Jeyaretnam says his new political party will fight to empower the people
A VETERAN Singapore opposition figure said on Friday his new political party will press for more help to the country's poor and strive to empower citizens by raising awareness of their rights.
Mr Joshua B. Jeyaretnam, who turned 82 in January, also said that he will contest the next parliamentary election, due by 2011, if his health permits.
'If I'm still here, if I'm still fit - of course,' he said when asked if he planned to run in an election. 'I thank God that I'm still able. I don't suffer from any major illnesses, diabetes, or asthma, or anything.'
In 1981, Mr Jeyaretnam became the first opposition politician elected to Parliament since Singapore's independence from Malaysia in 1965.
He was declared bankrupt in 2001 when he failed to pay more than S$600,000 in damages to Prime Minister Lee Hsien Loong, Minister Mentor Lee Kuan Yew and Senior Minister Goh Chok Tong, and others.
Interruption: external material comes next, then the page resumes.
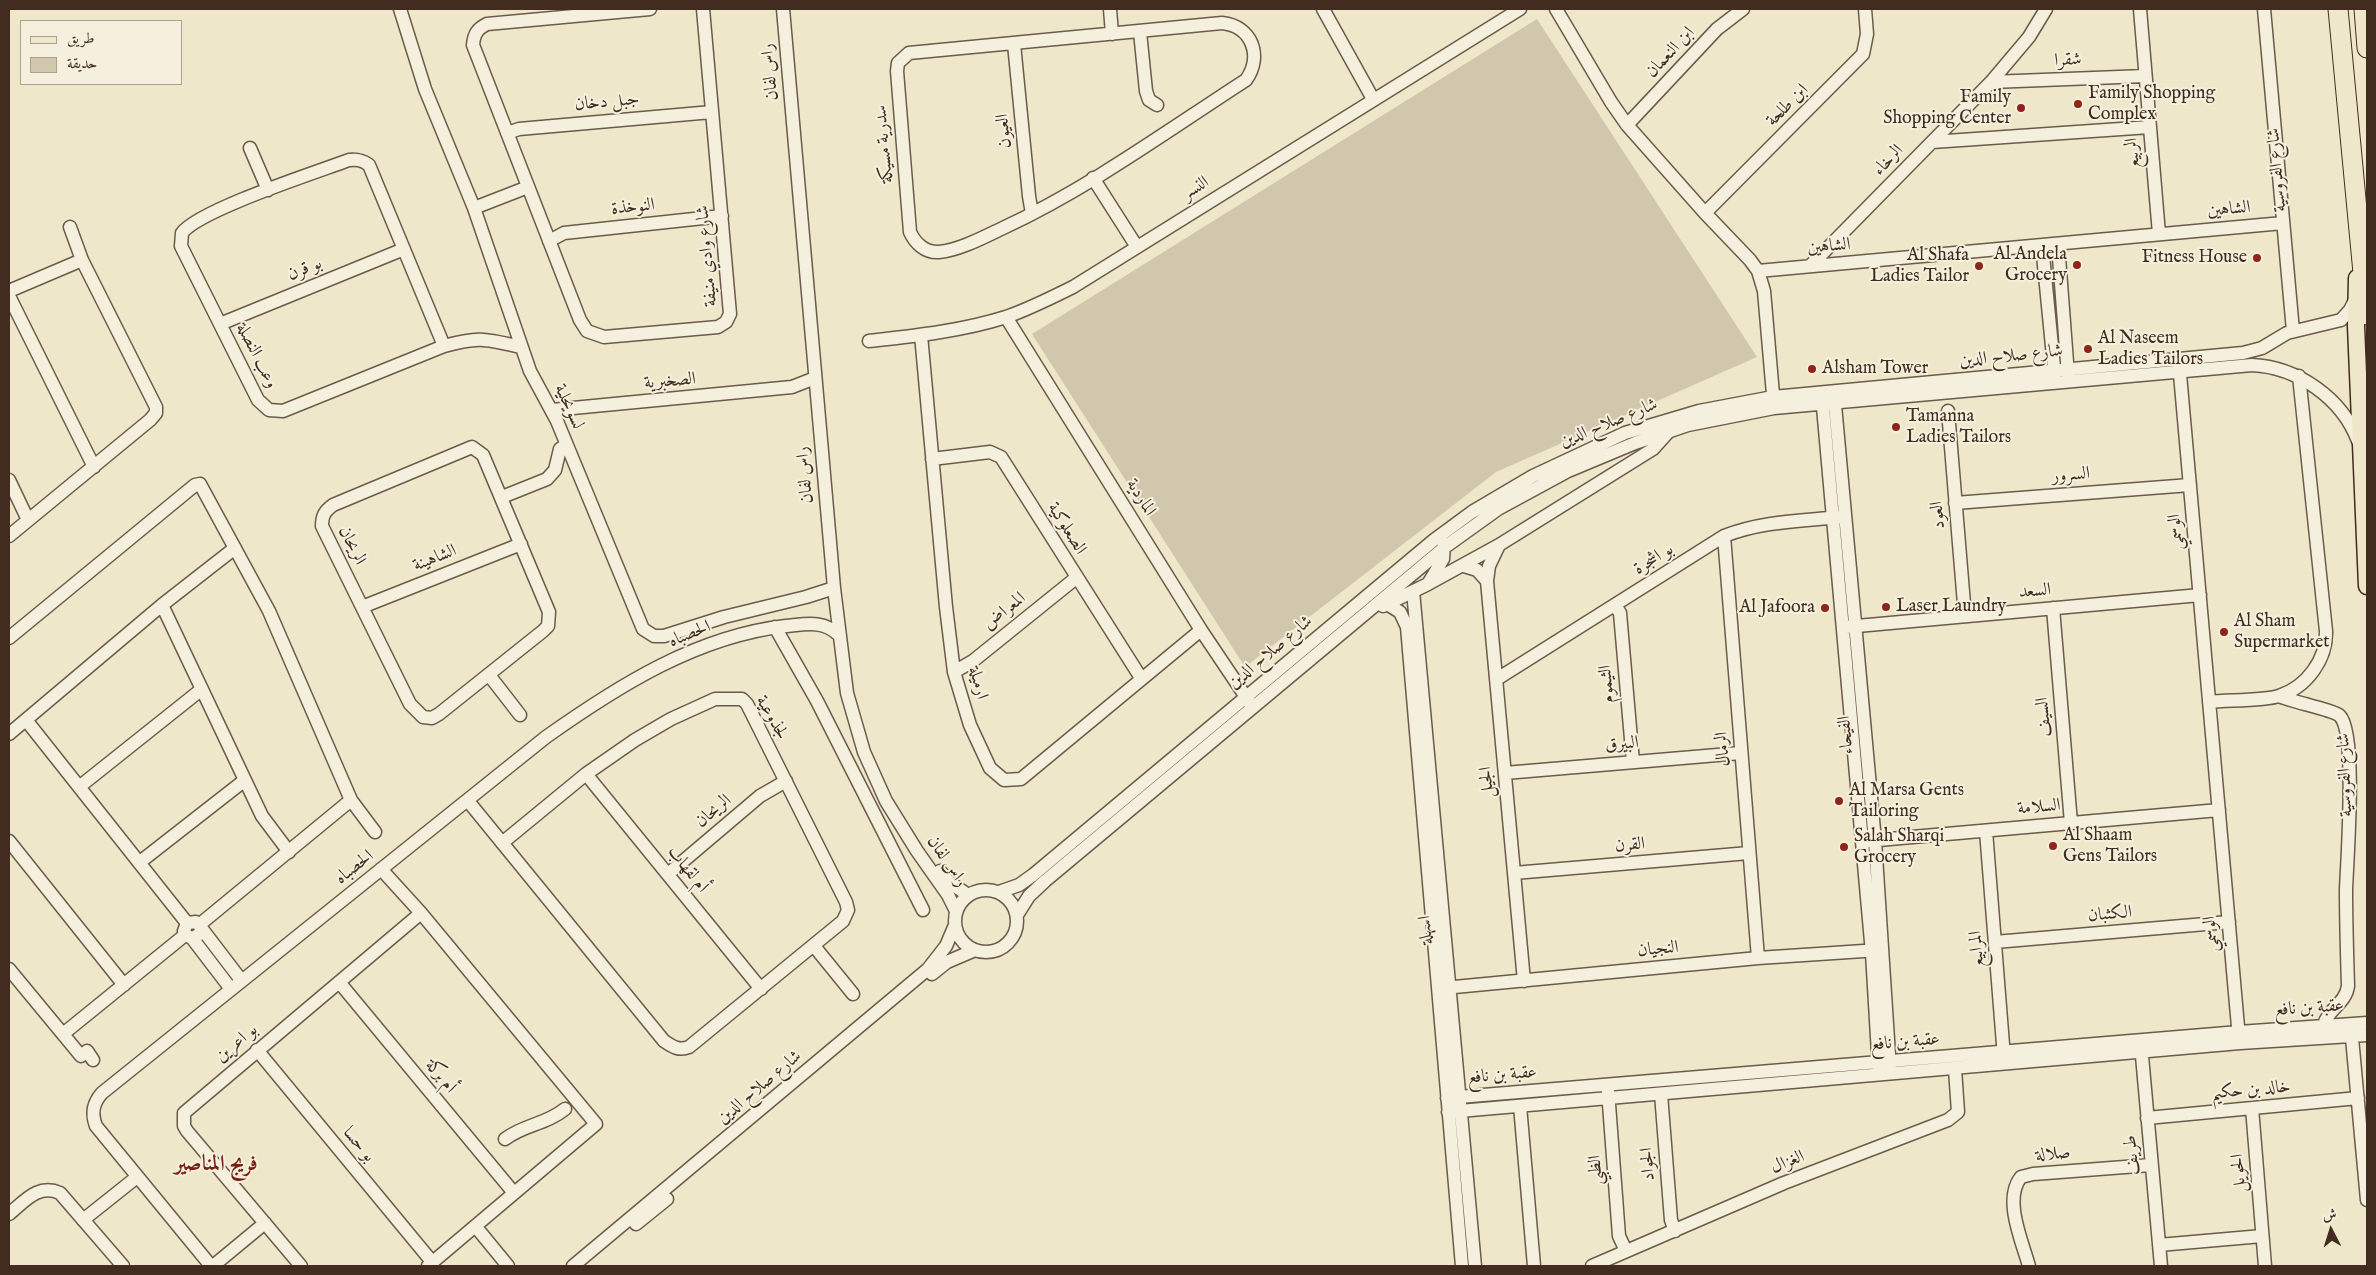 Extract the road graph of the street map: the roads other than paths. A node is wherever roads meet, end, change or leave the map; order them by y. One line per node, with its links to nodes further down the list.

Mr Jeyaretnam emerged from bankruptcy last year after paying off damages from defamation lawsuits filed by the country's leaders.
Being solvent again makes him eligible to run in elections.
He told reporters he submitted an application on Thursday to register the Reform Party as a political party and that it would take up to two months to be approved.
The new party would first reach out to Singaporeans to remind them of their political rights, said Mr Jeyaretnam.
'The battle plan is to try and energise our people, to rouse them from this slumber into which the PAP has led them,' Mr Jeyaretnam said, while pledging to press the ruling party on a number of issues affecting the poor.
The PAP, which came to power in 1959, holds 82 out of 84 elected seats in Parliament.
He said the party will ask the government to remove a sales tax for basic necessities, including some foods, medicine and schoolbooks and improve the public health care system, among other issues.
'I think it's time for us to ask the questions and hold the PAP to account,' he said.
The party currently comprises ten members, the minimum required to register a political party, but would recruit more after it is registered, Mr Jeyaretnam said.
He acknowledged that finding the first ten members just to register the party had been a challenge, which he attributed to a fear of joining the opposition.